Problem: Report every line in the listing that contains the string "Верхний".
Supplied entries START
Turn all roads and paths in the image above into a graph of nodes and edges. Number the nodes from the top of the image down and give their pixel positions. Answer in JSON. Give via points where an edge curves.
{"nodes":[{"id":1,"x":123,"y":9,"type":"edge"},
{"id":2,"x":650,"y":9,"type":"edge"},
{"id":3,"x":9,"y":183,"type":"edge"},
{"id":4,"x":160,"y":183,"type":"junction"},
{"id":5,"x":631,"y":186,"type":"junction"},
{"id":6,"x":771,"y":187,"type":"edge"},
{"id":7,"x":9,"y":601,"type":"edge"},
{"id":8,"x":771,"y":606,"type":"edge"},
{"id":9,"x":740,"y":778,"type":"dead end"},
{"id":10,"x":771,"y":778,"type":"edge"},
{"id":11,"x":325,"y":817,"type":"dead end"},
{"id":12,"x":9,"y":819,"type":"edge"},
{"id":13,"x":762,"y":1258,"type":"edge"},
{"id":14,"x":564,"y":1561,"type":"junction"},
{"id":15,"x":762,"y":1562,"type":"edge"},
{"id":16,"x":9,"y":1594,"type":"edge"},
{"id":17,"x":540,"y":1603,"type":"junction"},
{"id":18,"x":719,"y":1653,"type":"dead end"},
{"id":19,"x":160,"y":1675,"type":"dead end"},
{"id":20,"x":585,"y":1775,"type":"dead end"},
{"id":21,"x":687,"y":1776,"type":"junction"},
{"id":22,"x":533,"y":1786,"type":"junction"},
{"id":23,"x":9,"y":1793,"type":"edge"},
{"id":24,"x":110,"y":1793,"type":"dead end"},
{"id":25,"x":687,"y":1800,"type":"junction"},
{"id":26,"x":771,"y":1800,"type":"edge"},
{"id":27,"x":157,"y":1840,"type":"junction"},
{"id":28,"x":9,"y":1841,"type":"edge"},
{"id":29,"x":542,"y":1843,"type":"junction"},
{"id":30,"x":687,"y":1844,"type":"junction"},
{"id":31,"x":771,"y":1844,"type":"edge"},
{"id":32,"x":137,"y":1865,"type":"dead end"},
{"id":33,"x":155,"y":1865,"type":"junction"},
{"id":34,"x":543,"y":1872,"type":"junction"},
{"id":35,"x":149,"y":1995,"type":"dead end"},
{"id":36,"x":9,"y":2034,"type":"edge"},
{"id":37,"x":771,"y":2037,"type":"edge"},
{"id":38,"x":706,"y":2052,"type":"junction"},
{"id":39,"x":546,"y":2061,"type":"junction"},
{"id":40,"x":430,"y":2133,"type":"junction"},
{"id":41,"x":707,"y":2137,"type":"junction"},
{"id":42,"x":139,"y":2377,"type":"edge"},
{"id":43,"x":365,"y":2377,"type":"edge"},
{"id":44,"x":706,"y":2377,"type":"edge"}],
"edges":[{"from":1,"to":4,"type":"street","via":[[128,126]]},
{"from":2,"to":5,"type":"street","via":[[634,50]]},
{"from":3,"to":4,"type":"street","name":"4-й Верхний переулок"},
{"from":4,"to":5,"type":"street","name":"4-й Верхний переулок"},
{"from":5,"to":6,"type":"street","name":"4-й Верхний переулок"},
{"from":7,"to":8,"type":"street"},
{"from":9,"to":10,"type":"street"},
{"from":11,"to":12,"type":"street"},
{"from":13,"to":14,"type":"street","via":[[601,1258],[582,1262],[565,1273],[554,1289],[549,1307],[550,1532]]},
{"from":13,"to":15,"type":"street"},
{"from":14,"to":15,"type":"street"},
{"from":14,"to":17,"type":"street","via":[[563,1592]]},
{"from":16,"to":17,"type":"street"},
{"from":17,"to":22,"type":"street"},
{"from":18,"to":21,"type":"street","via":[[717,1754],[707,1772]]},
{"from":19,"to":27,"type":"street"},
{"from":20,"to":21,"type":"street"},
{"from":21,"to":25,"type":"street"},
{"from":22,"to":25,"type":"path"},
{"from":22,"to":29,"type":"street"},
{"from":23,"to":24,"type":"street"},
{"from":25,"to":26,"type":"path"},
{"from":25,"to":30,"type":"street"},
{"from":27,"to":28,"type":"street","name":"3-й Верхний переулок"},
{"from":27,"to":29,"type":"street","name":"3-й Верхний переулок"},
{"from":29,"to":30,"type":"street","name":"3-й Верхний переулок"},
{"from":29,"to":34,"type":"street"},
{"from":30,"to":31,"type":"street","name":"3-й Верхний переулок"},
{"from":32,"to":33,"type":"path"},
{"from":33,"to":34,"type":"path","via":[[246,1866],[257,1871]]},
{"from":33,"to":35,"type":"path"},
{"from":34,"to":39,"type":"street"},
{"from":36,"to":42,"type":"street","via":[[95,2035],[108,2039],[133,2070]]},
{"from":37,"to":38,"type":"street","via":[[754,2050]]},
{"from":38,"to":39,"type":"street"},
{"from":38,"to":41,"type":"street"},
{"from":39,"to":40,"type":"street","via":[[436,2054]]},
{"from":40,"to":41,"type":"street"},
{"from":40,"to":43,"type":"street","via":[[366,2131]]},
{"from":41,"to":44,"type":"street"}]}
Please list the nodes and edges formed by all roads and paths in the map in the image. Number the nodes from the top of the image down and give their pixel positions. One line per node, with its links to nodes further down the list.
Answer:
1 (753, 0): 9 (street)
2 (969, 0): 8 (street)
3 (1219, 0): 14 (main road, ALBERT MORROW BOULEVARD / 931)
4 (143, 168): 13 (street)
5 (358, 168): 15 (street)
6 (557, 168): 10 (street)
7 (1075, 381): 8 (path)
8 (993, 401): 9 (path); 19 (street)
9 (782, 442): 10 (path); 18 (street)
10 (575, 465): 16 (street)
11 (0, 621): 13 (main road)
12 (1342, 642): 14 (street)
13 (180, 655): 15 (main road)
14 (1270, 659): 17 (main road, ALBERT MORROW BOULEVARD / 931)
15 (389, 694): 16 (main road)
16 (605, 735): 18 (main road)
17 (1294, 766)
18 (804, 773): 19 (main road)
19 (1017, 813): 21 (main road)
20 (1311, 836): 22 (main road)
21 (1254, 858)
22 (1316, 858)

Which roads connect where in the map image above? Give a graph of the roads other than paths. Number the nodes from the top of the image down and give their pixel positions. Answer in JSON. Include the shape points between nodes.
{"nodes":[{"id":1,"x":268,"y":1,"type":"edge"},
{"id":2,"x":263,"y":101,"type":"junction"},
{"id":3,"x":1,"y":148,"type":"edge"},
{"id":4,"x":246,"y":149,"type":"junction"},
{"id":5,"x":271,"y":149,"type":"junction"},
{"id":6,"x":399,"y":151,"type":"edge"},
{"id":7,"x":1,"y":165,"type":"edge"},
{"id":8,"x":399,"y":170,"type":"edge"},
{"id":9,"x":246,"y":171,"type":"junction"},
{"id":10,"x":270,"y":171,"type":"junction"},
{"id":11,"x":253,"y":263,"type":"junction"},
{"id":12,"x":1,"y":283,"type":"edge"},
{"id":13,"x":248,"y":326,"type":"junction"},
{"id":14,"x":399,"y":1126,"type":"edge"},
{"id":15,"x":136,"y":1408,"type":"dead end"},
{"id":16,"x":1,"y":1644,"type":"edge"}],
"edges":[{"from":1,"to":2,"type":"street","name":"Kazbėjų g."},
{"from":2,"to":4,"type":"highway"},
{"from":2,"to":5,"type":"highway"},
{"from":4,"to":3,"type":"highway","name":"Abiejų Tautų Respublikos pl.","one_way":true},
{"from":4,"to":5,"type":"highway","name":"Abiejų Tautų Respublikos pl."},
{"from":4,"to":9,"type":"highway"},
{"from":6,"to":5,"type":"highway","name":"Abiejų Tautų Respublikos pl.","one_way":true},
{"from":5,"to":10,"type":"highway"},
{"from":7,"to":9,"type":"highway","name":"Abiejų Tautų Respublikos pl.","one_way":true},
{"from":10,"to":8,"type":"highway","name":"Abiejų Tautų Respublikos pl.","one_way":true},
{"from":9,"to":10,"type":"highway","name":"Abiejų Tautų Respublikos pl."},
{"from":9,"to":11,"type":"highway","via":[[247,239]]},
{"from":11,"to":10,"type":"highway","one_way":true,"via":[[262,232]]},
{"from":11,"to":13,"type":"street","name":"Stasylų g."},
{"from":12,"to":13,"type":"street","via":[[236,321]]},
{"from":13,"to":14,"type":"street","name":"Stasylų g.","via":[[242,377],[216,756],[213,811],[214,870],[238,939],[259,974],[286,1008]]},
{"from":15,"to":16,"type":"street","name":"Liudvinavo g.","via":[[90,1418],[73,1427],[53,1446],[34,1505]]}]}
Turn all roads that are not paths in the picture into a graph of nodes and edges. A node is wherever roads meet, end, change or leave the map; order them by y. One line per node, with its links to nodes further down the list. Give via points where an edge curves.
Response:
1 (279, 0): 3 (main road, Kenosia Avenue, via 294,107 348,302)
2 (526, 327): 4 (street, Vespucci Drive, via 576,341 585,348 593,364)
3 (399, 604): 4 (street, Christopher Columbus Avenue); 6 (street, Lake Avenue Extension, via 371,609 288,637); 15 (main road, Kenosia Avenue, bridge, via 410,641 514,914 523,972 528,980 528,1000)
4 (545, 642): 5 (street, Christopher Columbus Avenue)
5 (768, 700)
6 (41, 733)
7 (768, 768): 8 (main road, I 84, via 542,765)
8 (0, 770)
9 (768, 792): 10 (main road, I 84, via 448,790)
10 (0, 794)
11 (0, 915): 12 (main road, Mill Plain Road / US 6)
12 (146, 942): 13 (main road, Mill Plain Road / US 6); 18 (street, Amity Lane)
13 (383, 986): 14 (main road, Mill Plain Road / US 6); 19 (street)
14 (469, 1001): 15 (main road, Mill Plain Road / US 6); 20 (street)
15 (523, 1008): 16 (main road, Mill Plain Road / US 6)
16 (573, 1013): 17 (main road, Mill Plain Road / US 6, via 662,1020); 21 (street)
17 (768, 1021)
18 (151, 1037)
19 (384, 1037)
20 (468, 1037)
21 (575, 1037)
Supplied entries END
Response to the exercise:
{"from":3,"to":4,"type":"street","name":"4-й Верхний переулок"},
{"from":4,"to":5,"type":"street","name":"4-й Верхний переулок"},
{"from":5,"to":6,"type":"street","name":"4-й Верхний переулок"},
{"from":27,"to":28,"type":"street","name":"3-й Верхний переулок"},
{"from":27,"to":29,"type":"street","name":"3-й Верхний переулок"},
{"from":29,"to":30,"type":"street","name":"3-й Верхний переулок"},
{"from":30,"to":31,"type":"street","name":"3-й Верхний переулок"},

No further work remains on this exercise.